Petar Strunje, che si è titolato in data 25 novembre 2022 presso la Scuola di dottorato Iuav in cotutela con l'Università di Zagabria con una tesi di ricerca in Storia dell'Architettura dal titolo "Defining Spaces of Exchange: Venice and the Eastern Adriatic", con supervisori di tesi Fulvio Lenzo e Gudelj Jasenka, ha vinto un finanziamento Maria Skłodowska Curie per il progetto CONSTERRA: Constructing Imperial Territories in Post-Ottoman South-Eastern and East-Central Europe (1685–1740).

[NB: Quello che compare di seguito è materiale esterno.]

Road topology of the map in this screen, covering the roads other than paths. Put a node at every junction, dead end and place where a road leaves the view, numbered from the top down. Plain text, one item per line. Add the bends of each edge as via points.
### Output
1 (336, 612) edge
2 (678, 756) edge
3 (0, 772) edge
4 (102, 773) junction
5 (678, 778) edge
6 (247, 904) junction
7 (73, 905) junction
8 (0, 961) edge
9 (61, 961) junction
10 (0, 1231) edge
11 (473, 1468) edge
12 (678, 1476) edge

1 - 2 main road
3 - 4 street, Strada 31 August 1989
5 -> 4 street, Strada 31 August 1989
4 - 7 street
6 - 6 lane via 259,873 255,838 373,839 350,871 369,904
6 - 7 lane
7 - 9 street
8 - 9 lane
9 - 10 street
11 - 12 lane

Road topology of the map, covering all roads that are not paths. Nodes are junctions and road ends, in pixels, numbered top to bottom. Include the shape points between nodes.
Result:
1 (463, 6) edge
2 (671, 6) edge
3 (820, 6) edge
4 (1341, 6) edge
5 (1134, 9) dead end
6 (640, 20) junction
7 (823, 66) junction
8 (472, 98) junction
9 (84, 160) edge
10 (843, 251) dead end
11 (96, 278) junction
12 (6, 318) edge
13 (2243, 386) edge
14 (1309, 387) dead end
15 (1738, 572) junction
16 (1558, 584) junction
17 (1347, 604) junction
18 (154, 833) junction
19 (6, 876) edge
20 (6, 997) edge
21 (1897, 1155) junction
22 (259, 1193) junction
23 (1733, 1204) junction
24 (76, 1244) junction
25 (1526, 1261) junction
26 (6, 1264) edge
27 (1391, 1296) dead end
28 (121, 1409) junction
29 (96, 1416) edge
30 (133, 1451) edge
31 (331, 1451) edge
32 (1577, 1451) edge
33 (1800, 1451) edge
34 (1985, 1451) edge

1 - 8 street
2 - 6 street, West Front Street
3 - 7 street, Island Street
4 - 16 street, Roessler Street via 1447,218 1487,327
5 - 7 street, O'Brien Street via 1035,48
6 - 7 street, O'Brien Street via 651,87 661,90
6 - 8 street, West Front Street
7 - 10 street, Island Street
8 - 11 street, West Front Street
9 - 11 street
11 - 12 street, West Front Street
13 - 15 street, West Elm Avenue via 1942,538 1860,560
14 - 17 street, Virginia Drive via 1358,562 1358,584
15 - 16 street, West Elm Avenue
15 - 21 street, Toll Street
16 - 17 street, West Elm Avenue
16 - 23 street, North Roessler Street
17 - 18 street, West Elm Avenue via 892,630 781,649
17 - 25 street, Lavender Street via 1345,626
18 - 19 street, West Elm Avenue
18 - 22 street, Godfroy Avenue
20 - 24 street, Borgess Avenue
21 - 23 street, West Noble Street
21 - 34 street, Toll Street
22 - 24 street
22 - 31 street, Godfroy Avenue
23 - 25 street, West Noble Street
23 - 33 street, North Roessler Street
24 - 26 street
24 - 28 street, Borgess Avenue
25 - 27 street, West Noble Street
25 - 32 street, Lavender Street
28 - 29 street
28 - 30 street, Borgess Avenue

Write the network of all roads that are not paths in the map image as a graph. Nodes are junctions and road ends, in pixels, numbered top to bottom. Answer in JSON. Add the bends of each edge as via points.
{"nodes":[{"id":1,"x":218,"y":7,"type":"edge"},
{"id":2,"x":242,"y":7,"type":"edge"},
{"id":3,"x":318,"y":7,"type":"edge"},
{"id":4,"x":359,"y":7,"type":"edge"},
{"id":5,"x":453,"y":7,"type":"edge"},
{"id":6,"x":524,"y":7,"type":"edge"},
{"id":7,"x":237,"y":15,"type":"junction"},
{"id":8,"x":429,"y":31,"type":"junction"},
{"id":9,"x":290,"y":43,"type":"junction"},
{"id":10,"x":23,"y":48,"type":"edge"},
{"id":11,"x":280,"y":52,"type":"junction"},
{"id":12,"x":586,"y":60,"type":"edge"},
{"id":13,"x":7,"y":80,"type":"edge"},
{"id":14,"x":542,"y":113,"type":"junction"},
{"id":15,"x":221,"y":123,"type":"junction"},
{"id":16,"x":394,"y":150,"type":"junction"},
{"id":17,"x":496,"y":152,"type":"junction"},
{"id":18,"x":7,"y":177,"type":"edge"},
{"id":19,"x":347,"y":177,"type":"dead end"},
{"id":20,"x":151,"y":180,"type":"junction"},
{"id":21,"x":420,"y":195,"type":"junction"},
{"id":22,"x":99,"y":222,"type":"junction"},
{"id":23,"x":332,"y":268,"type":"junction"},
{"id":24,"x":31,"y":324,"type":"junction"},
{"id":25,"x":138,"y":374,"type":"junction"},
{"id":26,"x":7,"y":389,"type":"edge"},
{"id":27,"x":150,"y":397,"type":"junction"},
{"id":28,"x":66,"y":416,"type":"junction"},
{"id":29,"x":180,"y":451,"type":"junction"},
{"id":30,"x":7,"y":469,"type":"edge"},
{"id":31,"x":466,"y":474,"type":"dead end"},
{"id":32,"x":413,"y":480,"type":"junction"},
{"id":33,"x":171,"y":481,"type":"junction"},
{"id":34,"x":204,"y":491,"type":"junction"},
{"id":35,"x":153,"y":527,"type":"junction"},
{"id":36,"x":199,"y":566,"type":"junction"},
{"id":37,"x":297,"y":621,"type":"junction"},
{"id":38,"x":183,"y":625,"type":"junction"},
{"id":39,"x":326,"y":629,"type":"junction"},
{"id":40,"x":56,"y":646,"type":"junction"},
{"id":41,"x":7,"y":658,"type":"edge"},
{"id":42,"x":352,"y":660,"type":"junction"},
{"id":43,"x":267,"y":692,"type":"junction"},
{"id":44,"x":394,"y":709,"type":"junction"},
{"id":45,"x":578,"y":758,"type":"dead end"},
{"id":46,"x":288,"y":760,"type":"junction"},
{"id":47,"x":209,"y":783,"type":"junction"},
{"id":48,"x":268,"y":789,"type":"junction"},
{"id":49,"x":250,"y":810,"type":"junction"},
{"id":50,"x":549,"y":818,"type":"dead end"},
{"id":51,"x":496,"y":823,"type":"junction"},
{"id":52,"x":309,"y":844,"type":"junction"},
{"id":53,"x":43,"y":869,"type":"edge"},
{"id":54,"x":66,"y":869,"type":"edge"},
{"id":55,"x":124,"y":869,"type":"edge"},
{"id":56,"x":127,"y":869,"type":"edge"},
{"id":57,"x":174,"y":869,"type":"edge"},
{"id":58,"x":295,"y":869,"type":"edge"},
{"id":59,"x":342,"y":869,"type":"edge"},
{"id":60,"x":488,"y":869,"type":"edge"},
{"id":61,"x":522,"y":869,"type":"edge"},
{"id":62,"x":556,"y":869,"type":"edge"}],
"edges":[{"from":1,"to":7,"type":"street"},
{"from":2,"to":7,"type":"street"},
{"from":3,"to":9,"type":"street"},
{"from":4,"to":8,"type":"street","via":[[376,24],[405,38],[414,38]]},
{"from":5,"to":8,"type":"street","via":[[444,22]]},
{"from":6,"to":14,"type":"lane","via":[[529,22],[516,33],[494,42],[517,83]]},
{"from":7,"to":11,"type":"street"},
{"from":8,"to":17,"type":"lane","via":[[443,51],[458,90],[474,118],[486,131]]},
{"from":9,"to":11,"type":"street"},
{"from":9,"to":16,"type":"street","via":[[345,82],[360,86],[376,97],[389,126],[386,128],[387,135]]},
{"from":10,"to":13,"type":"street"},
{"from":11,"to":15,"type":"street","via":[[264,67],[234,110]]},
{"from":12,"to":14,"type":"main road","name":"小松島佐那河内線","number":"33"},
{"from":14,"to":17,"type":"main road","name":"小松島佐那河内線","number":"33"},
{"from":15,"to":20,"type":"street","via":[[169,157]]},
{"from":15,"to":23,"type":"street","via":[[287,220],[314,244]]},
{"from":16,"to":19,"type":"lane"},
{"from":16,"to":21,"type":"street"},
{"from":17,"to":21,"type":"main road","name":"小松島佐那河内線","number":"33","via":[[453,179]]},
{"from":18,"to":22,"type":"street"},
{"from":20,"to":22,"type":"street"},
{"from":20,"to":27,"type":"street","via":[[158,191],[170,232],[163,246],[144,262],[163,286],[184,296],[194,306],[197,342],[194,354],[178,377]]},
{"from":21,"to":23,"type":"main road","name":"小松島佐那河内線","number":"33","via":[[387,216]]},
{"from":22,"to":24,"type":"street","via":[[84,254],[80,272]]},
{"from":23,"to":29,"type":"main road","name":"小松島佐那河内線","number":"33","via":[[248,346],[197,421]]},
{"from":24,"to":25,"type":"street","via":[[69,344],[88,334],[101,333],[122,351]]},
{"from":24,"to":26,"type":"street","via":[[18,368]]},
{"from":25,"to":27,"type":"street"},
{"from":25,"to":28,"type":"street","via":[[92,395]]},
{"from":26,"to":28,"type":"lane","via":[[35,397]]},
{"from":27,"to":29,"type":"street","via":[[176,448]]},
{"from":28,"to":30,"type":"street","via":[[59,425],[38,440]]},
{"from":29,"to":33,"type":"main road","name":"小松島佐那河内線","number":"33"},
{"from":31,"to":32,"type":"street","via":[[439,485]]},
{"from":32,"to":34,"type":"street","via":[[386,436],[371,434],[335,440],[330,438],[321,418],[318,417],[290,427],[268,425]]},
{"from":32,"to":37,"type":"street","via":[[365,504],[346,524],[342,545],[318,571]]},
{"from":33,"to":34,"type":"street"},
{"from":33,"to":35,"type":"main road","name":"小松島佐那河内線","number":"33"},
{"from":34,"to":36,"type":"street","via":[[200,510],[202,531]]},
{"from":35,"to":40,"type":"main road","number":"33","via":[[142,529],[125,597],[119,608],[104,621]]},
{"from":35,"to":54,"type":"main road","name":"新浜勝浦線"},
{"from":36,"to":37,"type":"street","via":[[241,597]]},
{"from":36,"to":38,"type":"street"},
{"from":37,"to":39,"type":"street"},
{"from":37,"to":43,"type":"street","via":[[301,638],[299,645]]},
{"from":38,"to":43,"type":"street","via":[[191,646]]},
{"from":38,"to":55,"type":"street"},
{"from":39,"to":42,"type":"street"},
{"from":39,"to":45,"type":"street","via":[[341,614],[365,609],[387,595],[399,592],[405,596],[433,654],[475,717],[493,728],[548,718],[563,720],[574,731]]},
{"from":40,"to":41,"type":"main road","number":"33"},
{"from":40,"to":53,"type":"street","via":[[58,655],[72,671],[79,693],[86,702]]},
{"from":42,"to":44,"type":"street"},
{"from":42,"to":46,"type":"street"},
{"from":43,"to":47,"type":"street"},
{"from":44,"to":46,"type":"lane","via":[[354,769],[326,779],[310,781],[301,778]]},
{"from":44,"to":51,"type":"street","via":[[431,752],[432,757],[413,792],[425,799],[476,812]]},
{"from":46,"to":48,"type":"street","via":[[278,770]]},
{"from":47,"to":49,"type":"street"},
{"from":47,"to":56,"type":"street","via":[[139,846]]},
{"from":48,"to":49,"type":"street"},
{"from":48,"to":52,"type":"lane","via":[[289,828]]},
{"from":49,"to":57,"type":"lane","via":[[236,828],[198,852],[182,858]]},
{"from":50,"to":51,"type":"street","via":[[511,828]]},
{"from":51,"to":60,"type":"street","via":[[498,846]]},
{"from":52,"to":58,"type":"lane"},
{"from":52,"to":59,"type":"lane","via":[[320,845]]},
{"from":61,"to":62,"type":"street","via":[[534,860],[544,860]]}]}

CONSTERRA – Constructing Imperial Territories in Post-Ottoman South-Eastern and East-Central Europe (1685–1740) è un progetto di ricerca dedicato al ruolo dell’architettura nella trasformazione dei territori già ottomani passati sotto il dominio della Repubblica di Venezia e della Monarchia asburgica, corrispondenti a parti degli odierni Montenegro, Croazia, Serbia e Ungheria. In queste regioni, numerosi edifici ottomani riutilizzati presentano forme architettoniche stratificate e significati molteplici, ponendo importanti sfide sia all’interpretazione storico-artistica sia alla tutela del patrimonio. Sviluppato presso il Dipartimento di Storia dell’arte dell’Università di Zagabria, con un periodo di ricerca presso l’Istituto di Storia dell’Arte di Vienna, CONSTERRA analizzerà come questi edifici siano stati adattati, reinterpretati e integrati in nuovi contesti politici, religiosi e culturali.
Attraverso un approccio comparativo che combina ricerca archivistica, indagini sul campo e strumenti digitali, il progetto esaminerà come le autorità veneziane e asburgiche integrarono i territori conquistati attraverso il riuso dell’architettura preesistente. CONSTERRA affronterà temi quali i processi di appropriazione, il patrimonio dissonante e la trasformazione del paesaggio costruito. I risultati contribuiranno a una migliore comprensione del ruolo dell’architettura nella costruzione delle identità storiche, offrendo inoltre nuove prospettive per la valorizzazione, la gestione e la conservazione di questo patrimonio finora trascurato.